Exercise aim: Check each line of the data for "hand" and select those that have it.

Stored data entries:
+===+

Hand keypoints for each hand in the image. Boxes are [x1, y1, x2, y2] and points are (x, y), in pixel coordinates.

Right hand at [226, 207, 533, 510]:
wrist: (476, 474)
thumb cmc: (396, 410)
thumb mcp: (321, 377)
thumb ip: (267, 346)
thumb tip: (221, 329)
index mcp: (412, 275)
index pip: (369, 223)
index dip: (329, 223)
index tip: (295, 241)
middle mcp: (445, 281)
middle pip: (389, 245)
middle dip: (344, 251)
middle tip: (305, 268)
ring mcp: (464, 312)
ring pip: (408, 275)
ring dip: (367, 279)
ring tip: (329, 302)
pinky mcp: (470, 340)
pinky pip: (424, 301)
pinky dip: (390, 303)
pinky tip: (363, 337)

+===+

Answer to this problem:
Hand keypoints for each hand in the image. Boxes are [x1, y1, x2, y2] and points are (x, y), in pixel coordinates.
Right hand at [226, 207, 533, 510]:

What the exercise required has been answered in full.